Im nahe gelegenen Park konnte ich dann die bunte Vielfalt mexikanischer Kochkünste und Schmuckstücke kennenlernen. Gerüche, Farben, Musik – wohin das Auge reicht und alles doch sehr fremd und aufregend für einen Mexikoneuling wie mich.
Danach gings für einen kurzen Abstecher nach China Town. Sehr witzig, wenn man bedenkt, dass sich zu 99 % nur Mexikaner an den Ständen tummeln – als Verkäufer! Das war mir dann aber doch etwas zu wenig mexikanisch, daher dann doch lieber wieder zu den Sehenswürdigkeiten, die diese Stadt ausmachen. Kirchen kann man in Mexiko City wohl nie genug sehen. Die Kathedrale Metropolitana auf dem El Zocalo, eine der größten Kirchen der Stadt, zeigt wie prachtvoll Kirchen in Mexiko sein können. Gold wohin das Auge blickt und jahrhundertealte Gemälde machen einen Besuch zu einem wahren Erlebnis. Hinzu kommen fremde Gerüche, die auf Dauer allerdings etwas gewöhnungsbedürftig sind.

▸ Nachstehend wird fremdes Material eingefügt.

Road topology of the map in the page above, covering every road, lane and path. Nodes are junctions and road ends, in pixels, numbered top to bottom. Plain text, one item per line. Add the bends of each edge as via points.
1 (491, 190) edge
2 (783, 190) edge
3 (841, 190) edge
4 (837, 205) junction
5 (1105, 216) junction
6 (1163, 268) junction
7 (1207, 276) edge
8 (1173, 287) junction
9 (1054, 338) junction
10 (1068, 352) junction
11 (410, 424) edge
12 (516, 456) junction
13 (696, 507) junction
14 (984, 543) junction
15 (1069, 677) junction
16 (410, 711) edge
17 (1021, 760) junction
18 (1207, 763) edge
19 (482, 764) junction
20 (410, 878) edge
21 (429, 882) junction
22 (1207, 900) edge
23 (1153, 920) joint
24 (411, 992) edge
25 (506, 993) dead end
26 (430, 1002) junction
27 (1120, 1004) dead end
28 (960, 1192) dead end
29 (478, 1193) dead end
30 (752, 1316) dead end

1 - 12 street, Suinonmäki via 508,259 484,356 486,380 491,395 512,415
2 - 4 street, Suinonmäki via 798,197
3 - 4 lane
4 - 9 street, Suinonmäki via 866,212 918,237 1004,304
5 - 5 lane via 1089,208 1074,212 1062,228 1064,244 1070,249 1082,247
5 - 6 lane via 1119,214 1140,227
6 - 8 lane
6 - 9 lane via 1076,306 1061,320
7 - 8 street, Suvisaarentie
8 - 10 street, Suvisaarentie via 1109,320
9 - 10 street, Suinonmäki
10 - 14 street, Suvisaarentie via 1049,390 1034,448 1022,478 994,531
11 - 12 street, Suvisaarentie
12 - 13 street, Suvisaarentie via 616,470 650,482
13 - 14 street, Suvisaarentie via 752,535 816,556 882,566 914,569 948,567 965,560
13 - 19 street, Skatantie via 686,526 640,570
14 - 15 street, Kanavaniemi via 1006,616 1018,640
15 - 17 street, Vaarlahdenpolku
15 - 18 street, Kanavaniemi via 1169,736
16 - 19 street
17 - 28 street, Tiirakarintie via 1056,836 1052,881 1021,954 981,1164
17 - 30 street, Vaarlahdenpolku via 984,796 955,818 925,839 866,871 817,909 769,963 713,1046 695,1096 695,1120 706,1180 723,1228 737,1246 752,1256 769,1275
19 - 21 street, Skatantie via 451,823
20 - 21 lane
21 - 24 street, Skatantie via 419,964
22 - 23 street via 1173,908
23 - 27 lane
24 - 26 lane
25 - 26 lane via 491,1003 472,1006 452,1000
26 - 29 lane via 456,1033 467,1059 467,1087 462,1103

Nach einem kleinen Snack (Guacamole schmeckt hier wirklich nach Guacamole
) in einem Hostel direkt am El Zocalo gings dann weiter mit dem Taxi in den Stadtteil Polanco. Schicke Autos (natürlich fast nur deutsche), viele Grünflächen und hübsche Restaurants lassen einen die trubelige Innenstadt Mexiko Citys etwas vergessen. Den Einblick in diese doch eher wohlhabendere Gegend lassen allerdings auch die gewaltigen Unterschiede zwischen arm und reich deutlich werden.
Die Rückfahrt mit dem Taxi zum Busbahnhof “El Norte” war wieder ein Erlebnis für sich. Verkehrsregeln scheint es nicht zu geben, die Farbe rot bedeutet nichts und hupen wird zum allgegenwärtigen Spiel untereinander. Ich war also eher froh, als ich heil und sicher von einem sehr netten Mexikaner wieder am Busbahnhof rausgelassen wurde. Auch mit meinen doch sehr beschränkten Spanischkenntnissen hatte ich eine nette Unterhaltung mit meinem Taxifahrer. Das ist nur eins der Dinge, die mich in meinen ersten drei Tagen hier in Mexiko sehr überrascht hat. Die Freundlichkeit und Hilfsbereitschaft von den Menschen ist überwältigend und lässt für mich nur hoffen, dass die nächsten Wochen genauso toll und überwältigend werden wie die ersten Tage hier.